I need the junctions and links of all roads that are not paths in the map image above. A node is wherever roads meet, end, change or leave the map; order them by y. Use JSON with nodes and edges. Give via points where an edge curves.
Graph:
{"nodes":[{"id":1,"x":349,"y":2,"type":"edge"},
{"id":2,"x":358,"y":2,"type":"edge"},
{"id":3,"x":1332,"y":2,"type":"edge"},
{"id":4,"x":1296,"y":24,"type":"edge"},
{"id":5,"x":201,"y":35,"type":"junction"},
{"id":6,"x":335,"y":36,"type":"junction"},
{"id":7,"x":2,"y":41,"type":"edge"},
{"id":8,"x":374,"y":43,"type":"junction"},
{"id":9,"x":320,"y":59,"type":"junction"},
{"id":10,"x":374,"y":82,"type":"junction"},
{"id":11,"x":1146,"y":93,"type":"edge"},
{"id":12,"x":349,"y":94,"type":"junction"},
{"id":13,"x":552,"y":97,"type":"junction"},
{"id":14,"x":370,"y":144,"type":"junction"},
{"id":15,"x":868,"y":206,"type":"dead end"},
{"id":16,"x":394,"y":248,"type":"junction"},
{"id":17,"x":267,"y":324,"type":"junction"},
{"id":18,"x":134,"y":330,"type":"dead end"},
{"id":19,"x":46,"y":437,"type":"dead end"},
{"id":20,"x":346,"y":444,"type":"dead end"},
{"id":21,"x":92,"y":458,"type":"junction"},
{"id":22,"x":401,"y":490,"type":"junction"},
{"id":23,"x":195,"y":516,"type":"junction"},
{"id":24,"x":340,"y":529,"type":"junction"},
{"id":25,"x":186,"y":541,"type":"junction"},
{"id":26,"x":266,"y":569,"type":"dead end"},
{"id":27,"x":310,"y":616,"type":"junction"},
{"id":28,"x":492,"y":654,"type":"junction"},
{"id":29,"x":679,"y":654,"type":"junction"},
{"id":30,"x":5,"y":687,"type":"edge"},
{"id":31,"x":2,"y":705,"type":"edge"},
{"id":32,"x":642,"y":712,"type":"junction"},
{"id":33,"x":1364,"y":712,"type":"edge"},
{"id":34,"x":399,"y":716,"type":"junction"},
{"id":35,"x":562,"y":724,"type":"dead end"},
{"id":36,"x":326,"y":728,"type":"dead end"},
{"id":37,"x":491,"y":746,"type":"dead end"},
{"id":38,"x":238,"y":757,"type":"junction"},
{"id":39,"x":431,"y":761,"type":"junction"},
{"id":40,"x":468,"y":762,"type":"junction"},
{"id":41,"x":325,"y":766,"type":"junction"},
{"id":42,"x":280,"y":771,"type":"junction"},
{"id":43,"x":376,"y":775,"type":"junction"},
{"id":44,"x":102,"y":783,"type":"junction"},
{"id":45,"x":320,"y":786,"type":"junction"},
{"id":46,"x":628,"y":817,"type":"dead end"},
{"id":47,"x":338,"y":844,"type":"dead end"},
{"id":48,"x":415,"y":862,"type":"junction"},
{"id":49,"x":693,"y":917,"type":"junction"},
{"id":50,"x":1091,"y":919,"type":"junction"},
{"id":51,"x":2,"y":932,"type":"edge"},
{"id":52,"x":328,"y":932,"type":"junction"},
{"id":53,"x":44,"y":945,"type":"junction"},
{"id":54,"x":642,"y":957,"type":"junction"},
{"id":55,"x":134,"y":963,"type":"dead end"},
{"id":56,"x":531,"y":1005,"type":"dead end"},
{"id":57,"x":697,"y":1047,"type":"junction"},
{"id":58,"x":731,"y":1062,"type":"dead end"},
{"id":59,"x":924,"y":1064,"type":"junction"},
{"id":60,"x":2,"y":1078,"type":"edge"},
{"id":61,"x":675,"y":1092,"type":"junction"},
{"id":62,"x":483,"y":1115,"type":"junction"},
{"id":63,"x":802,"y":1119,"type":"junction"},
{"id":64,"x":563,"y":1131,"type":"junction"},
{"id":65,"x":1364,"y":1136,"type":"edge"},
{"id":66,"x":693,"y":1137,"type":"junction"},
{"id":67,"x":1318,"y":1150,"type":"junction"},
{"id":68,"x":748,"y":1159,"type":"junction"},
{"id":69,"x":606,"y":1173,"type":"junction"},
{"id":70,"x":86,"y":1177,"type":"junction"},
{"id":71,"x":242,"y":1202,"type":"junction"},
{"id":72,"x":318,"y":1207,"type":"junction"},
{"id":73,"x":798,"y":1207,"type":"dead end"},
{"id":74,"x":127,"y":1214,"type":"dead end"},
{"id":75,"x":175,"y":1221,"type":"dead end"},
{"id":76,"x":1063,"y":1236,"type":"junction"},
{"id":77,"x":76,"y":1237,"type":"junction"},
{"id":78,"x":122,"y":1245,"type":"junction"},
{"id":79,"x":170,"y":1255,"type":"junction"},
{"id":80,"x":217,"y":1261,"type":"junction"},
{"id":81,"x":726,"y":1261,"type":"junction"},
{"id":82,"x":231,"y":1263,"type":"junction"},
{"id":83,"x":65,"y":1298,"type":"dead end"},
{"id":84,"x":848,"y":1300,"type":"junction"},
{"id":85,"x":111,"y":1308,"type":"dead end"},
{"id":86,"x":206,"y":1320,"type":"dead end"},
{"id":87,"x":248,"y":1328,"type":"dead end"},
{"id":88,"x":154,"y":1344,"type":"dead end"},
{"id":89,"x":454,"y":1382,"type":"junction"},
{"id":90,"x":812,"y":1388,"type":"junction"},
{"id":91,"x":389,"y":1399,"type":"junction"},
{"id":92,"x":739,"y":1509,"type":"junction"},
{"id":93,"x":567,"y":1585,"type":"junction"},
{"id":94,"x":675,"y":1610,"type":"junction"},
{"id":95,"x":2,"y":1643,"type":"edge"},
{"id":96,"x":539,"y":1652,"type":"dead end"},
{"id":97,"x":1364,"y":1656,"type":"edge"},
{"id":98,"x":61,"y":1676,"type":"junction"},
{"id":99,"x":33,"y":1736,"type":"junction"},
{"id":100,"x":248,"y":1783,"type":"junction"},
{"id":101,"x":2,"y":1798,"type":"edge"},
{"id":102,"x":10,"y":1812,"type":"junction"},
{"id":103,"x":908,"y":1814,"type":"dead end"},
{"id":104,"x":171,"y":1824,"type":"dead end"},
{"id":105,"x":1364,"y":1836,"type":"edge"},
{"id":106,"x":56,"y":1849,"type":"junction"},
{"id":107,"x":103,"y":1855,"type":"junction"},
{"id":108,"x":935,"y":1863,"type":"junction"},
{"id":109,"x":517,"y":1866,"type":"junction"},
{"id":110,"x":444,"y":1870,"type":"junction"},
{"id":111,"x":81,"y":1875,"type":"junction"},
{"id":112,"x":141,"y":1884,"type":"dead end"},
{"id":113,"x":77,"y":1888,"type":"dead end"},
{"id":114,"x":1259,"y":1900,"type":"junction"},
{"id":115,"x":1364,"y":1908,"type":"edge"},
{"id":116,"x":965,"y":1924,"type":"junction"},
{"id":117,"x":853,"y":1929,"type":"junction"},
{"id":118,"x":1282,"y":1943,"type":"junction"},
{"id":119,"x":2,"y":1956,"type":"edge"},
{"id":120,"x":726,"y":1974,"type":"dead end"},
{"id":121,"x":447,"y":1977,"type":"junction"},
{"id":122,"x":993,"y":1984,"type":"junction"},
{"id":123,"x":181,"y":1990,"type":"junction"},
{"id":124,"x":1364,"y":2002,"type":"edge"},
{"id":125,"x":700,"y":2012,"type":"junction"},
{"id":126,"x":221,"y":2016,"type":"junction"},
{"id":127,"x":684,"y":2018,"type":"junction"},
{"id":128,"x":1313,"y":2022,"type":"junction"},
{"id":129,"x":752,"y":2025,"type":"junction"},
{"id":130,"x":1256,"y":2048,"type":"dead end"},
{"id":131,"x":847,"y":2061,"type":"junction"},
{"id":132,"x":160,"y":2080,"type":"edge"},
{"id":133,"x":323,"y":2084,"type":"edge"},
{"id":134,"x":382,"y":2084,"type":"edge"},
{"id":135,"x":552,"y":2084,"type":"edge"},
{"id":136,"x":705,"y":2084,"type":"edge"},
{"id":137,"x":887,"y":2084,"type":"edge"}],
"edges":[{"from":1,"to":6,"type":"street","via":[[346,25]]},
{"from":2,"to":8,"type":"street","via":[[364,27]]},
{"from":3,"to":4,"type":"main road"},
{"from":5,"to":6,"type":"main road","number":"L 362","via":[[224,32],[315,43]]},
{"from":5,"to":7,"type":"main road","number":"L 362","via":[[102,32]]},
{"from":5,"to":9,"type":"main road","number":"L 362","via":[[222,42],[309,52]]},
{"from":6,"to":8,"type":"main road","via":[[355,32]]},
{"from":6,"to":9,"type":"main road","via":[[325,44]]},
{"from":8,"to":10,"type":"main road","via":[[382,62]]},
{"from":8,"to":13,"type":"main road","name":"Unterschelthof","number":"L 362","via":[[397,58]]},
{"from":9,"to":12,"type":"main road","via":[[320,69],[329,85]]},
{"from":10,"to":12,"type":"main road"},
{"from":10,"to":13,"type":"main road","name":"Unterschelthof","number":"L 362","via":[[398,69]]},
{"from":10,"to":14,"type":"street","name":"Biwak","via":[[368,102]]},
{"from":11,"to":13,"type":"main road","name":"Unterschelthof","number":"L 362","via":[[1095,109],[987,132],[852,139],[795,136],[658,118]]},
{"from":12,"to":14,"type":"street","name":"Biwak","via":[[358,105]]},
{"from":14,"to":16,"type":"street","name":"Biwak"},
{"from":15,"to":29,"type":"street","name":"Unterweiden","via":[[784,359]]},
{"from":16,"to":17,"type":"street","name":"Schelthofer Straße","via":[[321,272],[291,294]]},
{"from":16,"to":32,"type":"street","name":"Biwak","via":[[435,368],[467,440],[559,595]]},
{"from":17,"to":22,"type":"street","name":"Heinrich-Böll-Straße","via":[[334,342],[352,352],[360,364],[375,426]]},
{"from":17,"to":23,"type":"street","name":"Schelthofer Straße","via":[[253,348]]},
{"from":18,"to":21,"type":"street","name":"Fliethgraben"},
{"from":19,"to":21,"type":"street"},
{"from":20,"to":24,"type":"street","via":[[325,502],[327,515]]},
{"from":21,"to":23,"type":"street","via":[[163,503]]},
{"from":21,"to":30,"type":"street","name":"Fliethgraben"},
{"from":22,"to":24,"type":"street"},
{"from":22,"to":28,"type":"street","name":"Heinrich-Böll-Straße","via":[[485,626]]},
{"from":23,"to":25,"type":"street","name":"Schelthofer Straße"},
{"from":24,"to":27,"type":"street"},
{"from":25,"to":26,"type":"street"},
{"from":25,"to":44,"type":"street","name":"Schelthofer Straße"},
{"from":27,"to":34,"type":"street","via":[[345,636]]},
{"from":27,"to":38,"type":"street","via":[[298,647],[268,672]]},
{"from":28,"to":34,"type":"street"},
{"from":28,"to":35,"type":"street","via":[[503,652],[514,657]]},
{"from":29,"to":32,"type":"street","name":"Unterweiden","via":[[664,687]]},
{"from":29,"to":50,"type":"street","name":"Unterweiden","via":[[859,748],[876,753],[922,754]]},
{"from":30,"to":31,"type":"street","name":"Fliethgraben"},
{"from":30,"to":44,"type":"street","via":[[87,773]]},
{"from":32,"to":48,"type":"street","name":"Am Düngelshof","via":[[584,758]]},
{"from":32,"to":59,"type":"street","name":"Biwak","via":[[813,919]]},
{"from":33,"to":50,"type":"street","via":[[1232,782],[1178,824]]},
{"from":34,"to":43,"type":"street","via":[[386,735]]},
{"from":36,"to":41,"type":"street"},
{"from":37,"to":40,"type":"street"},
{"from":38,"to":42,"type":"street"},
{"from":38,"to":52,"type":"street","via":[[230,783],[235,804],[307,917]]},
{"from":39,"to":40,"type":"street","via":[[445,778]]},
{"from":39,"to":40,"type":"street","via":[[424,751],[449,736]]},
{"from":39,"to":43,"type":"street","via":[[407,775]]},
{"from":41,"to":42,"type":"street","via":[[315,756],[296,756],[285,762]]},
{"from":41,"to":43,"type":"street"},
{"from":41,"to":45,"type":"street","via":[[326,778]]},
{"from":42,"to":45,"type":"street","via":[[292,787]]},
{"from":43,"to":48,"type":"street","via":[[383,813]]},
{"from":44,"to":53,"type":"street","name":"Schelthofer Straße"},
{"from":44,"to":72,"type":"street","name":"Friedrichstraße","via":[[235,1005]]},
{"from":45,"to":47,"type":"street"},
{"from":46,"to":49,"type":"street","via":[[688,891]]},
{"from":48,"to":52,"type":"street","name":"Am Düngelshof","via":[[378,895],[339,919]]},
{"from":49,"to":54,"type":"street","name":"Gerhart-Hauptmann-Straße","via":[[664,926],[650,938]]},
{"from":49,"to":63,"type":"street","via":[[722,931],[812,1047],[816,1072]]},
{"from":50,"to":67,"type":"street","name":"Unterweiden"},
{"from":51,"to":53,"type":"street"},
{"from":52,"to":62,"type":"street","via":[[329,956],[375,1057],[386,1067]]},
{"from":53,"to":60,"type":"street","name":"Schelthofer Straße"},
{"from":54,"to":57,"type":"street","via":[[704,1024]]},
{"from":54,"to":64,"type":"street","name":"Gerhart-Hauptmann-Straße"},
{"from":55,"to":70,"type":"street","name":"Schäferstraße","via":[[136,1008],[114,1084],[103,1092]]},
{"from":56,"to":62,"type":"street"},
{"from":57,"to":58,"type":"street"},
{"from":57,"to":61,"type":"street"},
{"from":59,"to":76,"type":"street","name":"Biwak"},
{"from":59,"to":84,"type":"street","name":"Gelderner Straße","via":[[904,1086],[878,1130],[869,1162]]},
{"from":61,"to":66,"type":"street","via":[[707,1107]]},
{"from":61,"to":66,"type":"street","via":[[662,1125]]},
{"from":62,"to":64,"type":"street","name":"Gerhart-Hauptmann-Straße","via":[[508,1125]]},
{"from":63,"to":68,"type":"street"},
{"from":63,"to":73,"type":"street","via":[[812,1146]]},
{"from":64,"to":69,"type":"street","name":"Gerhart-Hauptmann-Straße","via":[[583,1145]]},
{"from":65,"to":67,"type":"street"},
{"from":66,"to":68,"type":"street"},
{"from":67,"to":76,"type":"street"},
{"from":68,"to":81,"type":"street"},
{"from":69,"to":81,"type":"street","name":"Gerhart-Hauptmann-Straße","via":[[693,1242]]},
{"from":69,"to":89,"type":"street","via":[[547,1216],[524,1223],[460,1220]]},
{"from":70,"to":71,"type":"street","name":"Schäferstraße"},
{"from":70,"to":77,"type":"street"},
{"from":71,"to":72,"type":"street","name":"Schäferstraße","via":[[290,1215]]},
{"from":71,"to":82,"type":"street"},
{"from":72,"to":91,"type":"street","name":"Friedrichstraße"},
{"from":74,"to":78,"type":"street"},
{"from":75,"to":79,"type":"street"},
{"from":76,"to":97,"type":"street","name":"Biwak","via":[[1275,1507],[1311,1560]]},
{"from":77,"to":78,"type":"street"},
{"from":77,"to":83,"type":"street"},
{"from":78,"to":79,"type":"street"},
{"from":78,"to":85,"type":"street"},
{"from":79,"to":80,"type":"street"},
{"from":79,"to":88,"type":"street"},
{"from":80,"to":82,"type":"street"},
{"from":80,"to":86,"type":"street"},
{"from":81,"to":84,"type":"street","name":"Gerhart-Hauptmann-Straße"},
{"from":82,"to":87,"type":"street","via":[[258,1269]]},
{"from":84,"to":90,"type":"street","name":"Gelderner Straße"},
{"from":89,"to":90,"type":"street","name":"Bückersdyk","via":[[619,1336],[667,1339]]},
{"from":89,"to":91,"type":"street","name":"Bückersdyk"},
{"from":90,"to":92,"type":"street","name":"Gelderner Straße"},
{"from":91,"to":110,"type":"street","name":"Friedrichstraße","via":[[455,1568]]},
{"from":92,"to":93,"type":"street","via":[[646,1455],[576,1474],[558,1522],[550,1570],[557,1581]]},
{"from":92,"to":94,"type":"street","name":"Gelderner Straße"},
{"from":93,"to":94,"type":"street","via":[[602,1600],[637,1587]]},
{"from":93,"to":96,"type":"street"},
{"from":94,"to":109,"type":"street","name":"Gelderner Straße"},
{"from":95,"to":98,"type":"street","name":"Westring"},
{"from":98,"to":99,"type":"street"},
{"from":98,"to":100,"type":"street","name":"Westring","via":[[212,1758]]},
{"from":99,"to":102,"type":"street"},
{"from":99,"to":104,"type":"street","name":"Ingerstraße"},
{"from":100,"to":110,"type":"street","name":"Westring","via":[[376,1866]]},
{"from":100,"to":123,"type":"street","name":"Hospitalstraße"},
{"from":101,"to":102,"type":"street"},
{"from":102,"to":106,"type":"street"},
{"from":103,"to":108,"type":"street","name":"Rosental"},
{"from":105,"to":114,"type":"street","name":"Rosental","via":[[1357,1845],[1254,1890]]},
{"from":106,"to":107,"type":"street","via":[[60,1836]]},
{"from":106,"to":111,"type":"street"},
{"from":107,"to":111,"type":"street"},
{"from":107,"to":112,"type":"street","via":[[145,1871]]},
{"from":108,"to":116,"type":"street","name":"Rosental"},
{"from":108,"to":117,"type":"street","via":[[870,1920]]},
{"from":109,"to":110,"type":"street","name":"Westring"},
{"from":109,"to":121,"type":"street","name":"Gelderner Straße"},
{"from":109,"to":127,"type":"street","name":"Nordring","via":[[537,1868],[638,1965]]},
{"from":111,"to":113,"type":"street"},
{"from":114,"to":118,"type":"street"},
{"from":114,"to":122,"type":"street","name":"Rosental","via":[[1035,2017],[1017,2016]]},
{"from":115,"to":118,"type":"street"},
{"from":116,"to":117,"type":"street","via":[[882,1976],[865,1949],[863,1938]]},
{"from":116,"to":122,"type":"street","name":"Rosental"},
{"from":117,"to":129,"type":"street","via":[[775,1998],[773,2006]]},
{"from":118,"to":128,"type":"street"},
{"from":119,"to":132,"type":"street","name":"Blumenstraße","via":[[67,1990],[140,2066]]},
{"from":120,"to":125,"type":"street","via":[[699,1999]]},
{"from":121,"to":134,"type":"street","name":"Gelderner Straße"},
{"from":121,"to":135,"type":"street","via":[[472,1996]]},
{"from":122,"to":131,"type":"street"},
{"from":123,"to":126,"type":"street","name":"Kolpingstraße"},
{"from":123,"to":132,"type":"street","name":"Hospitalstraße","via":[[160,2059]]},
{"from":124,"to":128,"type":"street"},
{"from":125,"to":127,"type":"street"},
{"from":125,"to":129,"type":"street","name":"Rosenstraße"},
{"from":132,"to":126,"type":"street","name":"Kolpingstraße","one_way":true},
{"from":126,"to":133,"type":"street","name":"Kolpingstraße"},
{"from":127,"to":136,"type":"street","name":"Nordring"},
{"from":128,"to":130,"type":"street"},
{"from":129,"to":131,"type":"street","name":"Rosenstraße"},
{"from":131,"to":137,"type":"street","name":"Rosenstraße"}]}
■ ■ ■ ■
TASK BRIEF —
Count, in the listing, each line that holds the string "number", then give the count and nothing else.

WRITTEN RESPONSE —
6